Thus, the quality of the video is lowered if the video sequences
are not separated at scene cuts.
[0035] In addition, establishing a minimum and a maximum duration
of a split video sequence is also advantageous. Having a minimum
duration prevents the scheduler from creating a VM that is
responsible for processing a very low number of frames, as would be
the case if the split video sequence is short in length.
Establishing and enforcing a maximum duration prevents a virtual
machine from being assigning a processing task that requires an
excessively long time to process, even if the processes resources
to complete the task are available to the virtual machine. Any
maximum duration established and enforcement should be long enough
that it permits the desirable level of quality in video processing.
Indeed, even if the maximum duration requires that a video sequence
be split from an input video in the middle of the scene, assuming
the maximum duration is long enough, some intra-frames would have
already been included by the encoder in the scene in order to avoid
GOPs (Groups Of Pictures) having an excessive duration, which are
known to diminish video quality.
[0036] According to various embodiments of the invention, the
minimum and maximum duration may be expressed in seconds,
milliseconds, in number of frames, or by any metrics which allows a
determination of the boundaries of the video sequences.
[0037] Many embodiments allow for separating the input video into
video sequences based on scene cut detection, minimum duration,
maximum duration, or any combination thereof. In a number of
embodiments, first processing logic 210 is configured to split
video content into a plurality of video sequences based on at least
one of a scene cut detection, after a minimum duration, and before
a maximum duration.
[0038] For example, first processing logic 210 may be configured to
separate input video into video sequences at each scene cut. Doing
so in advantageous towards maximizing video quality, since the
video encoder will not be forced to insert an intra-frame within a
scene.
[0039] First processing logic 210 may also be configured to verify
if a scene cut is present in an interval between a minimum and a
maximum duration established from a start of the video content, or
a start of the video content which has not been sequenced. If there
is a scene cut between any established minimum and maximum
duration, then first processing logic 210 will trigger creation of
a video sequence from the start of the video content, or the start
of the video content which has not been sequenced, and the scene
cut. However, if there is not a scene cut between any established
minimum and maximum duration, then first processing logic 210 may
trigger creation of a video sequence from the start of the video
content, or the start of the video content which has not been
sequenced, with a duration equal to the maximum duration. Thus, the
sequences are separated at scene cuts as often as possible, and if
that is not possible, then the longest possible sequences are
created, thereby minimizing the number of separation of sequences
in the middle of a scene. In embodiments using finely tuned
parameters, a good compromise may be reached between video quality
and consistency in the duration of the sequences.

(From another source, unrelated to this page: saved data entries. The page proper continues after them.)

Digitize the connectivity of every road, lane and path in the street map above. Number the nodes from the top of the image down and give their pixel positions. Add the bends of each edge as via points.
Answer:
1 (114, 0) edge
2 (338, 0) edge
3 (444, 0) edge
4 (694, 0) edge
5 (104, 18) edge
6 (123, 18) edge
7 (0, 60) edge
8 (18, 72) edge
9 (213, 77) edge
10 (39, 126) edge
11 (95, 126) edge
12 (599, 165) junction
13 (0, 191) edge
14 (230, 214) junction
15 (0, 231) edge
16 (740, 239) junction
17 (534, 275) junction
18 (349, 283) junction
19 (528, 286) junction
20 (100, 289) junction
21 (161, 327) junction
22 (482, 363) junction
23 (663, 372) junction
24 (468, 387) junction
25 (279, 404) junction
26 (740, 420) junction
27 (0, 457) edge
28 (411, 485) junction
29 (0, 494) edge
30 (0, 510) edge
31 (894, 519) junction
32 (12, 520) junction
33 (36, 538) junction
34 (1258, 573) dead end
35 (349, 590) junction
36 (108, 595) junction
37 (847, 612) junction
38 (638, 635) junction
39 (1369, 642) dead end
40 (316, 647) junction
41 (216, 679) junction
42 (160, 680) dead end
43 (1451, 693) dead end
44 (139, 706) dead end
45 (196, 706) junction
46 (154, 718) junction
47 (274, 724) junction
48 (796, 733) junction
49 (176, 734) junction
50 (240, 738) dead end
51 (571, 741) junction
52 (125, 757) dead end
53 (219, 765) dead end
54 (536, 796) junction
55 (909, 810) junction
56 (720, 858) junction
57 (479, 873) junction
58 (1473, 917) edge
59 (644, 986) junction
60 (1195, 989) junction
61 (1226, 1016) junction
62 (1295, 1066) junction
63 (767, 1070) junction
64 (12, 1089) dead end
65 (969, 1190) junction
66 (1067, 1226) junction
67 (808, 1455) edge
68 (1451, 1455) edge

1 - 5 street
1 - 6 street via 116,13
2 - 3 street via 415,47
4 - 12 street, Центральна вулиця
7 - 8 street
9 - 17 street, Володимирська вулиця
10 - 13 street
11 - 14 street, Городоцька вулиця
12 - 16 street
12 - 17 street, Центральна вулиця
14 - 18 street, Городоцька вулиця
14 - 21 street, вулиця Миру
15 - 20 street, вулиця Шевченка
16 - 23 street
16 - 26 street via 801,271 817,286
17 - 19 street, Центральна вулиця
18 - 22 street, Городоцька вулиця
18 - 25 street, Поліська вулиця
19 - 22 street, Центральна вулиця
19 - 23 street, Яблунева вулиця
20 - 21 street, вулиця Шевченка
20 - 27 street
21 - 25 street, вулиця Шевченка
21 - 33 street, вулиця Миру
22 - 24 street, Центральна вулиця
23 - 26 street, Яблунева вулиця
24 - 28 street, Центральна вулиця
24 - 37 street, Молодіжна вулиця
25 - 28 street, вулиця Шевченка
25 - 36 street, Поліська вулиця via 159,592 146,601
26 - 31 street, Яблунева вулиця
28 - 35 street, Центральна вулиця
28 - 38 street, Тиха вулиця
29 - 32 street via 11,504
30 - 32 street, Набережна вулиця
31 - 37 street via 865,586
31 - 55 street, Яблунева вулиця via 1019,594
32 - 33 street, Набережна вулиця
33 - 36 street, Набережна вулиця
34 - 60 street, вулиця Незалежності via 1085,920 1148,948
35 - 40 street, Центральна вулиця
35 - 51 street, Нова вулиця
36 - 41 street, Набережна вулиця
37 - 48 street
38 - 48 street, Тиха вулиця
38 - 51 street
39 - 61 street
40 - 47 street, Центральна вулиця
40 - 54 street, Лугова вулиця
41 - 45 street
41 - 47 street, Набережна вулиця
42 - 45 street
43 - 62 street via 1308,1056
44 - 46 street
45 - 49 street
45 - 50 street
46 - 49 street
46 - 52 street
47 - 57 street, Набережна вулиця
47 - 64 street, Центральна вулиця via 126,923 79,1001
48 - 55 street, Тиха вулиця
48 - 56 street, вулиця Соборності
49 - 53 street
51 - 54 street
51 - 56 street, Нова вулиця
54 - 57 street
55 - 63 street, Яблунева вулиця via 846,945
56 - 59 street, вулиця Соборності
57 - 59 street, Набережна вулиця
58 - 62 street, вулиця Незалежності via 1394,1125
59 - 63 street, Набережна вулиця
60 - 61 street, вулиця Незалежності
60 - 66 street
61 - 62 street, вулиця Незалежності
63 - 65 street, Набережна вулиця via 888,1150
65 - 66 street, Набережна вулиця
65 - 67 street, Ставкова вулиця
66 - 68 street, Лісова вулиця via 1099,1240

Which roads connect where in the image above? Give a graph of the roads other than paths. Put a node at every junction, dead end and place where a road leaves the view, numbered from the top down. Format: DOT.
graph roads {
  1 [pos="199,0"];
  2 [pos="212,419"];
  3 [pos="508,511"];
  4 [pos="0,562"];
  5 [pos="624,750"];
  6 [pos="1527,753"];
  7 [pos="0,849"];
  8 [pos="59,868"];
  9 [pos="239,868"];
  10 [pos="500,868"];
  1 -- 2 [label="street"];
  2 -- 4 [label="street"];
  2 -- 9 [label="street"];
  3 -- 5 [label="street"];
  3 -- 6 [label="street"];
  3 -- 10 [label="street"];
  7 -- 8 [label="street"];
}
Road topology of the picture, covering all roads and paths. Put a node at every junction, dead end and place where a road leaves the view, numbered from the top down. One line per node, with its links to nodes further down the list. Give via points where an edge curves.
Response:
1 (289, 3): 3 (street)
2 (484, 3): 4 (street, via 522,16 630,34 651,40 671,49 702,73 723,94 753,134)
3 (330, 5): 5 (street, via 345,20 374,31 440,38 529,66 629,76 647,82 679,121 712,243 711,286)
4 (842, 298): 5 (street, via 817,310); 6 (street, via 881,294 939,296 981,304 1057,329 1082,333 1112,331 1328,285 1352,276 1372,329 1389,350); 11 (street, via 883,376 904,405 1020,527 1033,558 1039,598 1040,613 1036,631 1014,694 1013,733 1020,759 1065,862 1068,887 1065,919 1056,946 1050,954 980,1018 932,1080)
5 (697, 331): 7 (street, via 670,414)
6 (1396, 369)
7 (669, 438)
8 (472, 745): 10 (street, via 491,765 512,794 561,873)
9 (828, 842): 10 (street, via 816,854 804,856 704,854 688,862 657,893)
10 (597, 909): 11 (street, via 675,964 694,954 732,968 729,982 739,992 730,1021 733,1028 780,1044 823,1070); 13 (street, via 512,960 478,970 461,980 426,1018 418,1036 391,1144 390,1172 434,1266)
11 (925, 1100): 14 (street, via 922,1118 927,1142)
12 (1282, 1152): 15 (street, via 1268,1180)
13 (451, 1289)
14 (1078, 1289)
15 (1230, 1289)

[0040] Second processing logic 220 is configured to calculate, for
each video sequence split from an input video, based on the video
sequence and a target coding time of the video content, a target
computing capacity of an Operating-System-Level virtual environment
to code (i.e., encode, transcode, or decode) the video sequence.
Advantageously, second processing logic 220 is configured to
calculate computing capacities of Operating-System-Level virtual
environment in order that the coding times (i.e., the time required
to encode, transcode, or decode the video sequence) of each video
sequence are as close as possible. Thus, the coding all video
sequences can be performed nearly at the same time. According to
various embodiments of the invention, the computing capacities may
be a CPU power, an amount of memory, a bandwidth, or a combination
thereof. More generally, the computing capacities may refer to any
resource of a VM which has an effect on video coding speed.
[0041] In a number of embodiments of the invention, second
processing logic 220 is configured to calculate the processing
capability that allows coding a video sequence within a target
coding time, based on a duration of the video sequence, a parameter
of the complexity of the video sequence, or a combination
thereof.
[0042] For example, second processing logic 220 may be configured
to calculate the computing capacities necessary to code the video
sequence within the target coding time based on the duration and
the resolution of the video or the number of frames and the
resolution of the video. Second processing logic 220 may also take
into account complexity parameters such as a level of movement in
the sequence, a level of detail of the images in the sequence, an
evaluation of the textures of the sequence, and the like. Indeed,
it is known that video sequences with fast movements are more
difficult to code than quiet ones. It is also known that video
sequences with complex textures such as water are more difficult to
code than simpler textures, and that videos with lots of details
are more difficult to code than videos with fewer details.
[0043] Thus, in an embodiment, second processing logic 220 may
advantageously tailor the processing capabilities of the VM in
order that they encode their respective video sequence at about the
same time, according to the duration, resolution, complexity of the
sequence, or according to any other parameter which has an effect
on the coding time of a video sequence.
[0044] In a number of embodiments of the invention, second
processing capability 220 is also configured to calculate the
computing capabilities necessary to code the video sequence in the
target coding time based on a target index of quality of the video,
a target bitrate of a video codec, or a combination thereof.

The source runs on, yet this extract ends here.